Il tremontismo sistemico e bipartisan che sopravviverà alla crisi

Michele Arnese

Il ministro dell'Economia oltre i confini della maggioranza di governo: dal Fondo italiano d'investimento per le pmi al rigorismo in stile Tps sulla riforma fiscale, fino all'housing sociale con le fondazioni bancarie e oltre

    Domenica, in fila per le primarie del centrosinistra a Milano, c'era un economista-manager in stretto contatto con Giulio Tremonti: il suo nome è Marco Vitale e presiede il neonato Fondo italiano d'investimento (Fii) che ieri ha inaugurato la sede in via Turati. Vitale non è mai stato un estimatore del berlusconismo né del primo tremontismo: in molti ricordano ancora, anni fa, gli editoriali puntuti di Vitale sul quotidiano Finanza & Mercati anche verso l'ex, e attuale, ministro dell'Economia. Eppure Tremonti non ha posto veti, anzi, alla nomina di Vitale a presidente di Fii.

    Il Fondo per le piccole e medie imprese, lodato da Emma Marcegaglia, è un emblema del sistema concertativo e nella sostanza apartisan avviato dall'Economia. Il Tesoro non guarda più alle relazioni sindacali come strumento principe di politica economica ma ha scelto anche in funzione anti crisi una rete di sostegno pubblico-privato alle imprese: un mezzo extrabilancio pubblico da affiancare al rigorismo nei conti statali alla Tommaso Padoa-Schioppa. Il Fondo ha una dotazione iniziale di 1,2 miliardi di euro e interverrà a irrobustire patrimonialmente le pmi. Basta scorrere i nomi dei soci e delle personalità coinvolte per comprendere la strategia tremontiana che non trova, di fatto, opposizioni neppure nel Pd: gli azionisti di Fii, oltre al Tesoro, sono l'associazione bancaria e Confindustria (rappresentata dal piemontese Gianfranco Carbonato), poi ci sono i quattro sponsor iniziali (Intesa Sanpaolo, Unicredit, Monte dei Paschi di Siena e Cassa depositi e prestiti); a questi si sono aggiunte sei banche popolari. L'advisor del comitato guida del Fondo è l'avvocato Gregorio Gitti, genero del presidente di Intesa, Giovanni Bazoli. A rappresentare il Tesoro nel cda di Fii è un dirigente generale del Mef, Andrea Montanino, in passato tra i collaboratori più fidati di Tps, e che adesso segue i principali dossier bancari di Tremonti. Ma sono gli uomini provenienti dalle file di Mps a colpire anche gli osservatori di centrosinistra: nel consiglio di Fii spicca non solo il consigliere del Monte, Lorenzo Gorgoni, ma anche l'ad, Gabriele Cappellini, arriva dalla banca presieduta da Giuseppe Mussari, che non lesina elogi alla gestione tremontiana.

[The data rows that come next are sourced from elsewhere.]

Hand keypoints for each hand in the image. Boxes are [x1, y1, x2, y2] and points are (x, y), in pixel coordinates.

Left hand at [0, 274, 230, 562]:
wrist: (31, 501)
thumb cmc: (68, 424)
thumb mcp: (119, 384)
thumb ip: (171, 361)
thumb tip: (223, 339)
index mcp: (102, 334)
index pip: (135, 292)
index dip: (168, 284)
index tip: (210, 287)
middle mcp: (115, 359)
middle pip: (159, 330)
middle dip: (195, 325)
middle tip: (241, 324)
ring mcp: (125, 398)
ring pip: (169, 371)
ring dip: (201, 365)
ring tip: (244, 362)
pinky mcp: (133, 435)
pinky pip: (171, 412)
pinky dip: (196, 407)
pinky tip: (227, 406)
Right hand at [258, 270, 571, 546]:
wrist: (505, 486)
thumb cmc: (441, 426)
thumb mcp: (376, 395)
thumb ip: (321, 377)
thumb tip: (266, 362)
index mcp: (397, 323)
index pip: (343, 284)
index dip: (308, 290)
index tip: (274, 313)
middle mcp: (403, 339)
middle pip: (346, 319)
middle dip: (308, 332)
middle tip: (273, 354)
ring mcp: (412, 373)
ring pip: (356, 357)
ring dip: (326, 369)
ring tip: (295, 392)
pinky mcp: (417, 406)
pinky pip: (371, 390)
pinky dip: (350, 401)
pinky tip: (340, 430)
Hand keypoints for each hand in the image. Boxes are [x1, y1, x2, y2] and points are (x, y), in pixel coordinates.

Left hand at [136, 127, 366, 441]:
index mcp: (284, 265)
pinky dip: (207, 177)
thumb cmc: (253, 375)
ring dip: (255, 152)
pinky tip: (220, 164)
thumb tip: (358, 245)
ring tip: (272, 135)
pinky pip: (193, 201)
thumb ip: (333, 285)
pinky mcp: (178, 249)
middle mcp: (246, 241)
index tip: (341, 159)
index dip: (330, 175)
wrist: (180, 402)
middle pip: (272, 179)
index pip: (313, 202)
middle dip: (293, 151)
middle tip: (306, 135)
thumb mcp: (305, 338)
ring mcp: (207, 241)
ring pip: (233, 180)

    Il filo con Mps e la fondazione senese lega anche Franco Bassanini, presidente della Cassa depositi e prestiti (controllata al 70 per cento dal Tesoro e al 30 per cento dagli enti creditizi). La Cdp sta diventando anche una sorta di fucina di idee per l'Economia, oltre a realizzare operazioni di rilievo economico come l'housing sociale, ovvero il progetto – in cui ha deciso di investire anche le Generali presiedute da Cesare Geronzi – di costruire case popolari nelle maggiori città in collaborazione con le fondazioni bancarie, in primis la Cariplo di Giuseppe Guzzetti.

    Ma le sorprese degli ultimi giorni arrivano dal fisco. Anche in questo caso Tremonti – notano sia nel Pdl che nel Pd – s'è mosso in maniera tutt'altro che partigiana. Alla testa dei quattro gruppi di lavoro che imposteranno le basi della riforma tributaria il ministro ha voluto quattro tecnici: il presidente dell'Istat, Enrico Giovannini, l'economista Mauro Marè e altri due esperti con un passato di politici e consiglieri del centrosinistra. E' il caso sia di Piero Giarda, economista alla Cattolica, in passato sottosegretario al Tesoro nei governi Prodi e D'Alema, sia di Vieri Ceriani, in Banca d'Italia dal 1976 e per otto anni, dal 1993 al 2001, consigliere economico di diversi ministri delle Finanze, tra cui Vincenzo Visco, come lui stesso ha ricordato la scorsa settimana in un seminario organizzato dal dipartimento delle Finanze. Proprio in quel seminario alcuni dei massimi luminari di Scienza delle Finanze, da Antonio Pedone a Ernesto Longobardi, hanno di fatto condiviso le linee essenziali della riforma in cantiere al Mef. Il direttore del dipartimento delle Finanze, Fabrizia Lapecorella, nominata dal Mef, gongolava.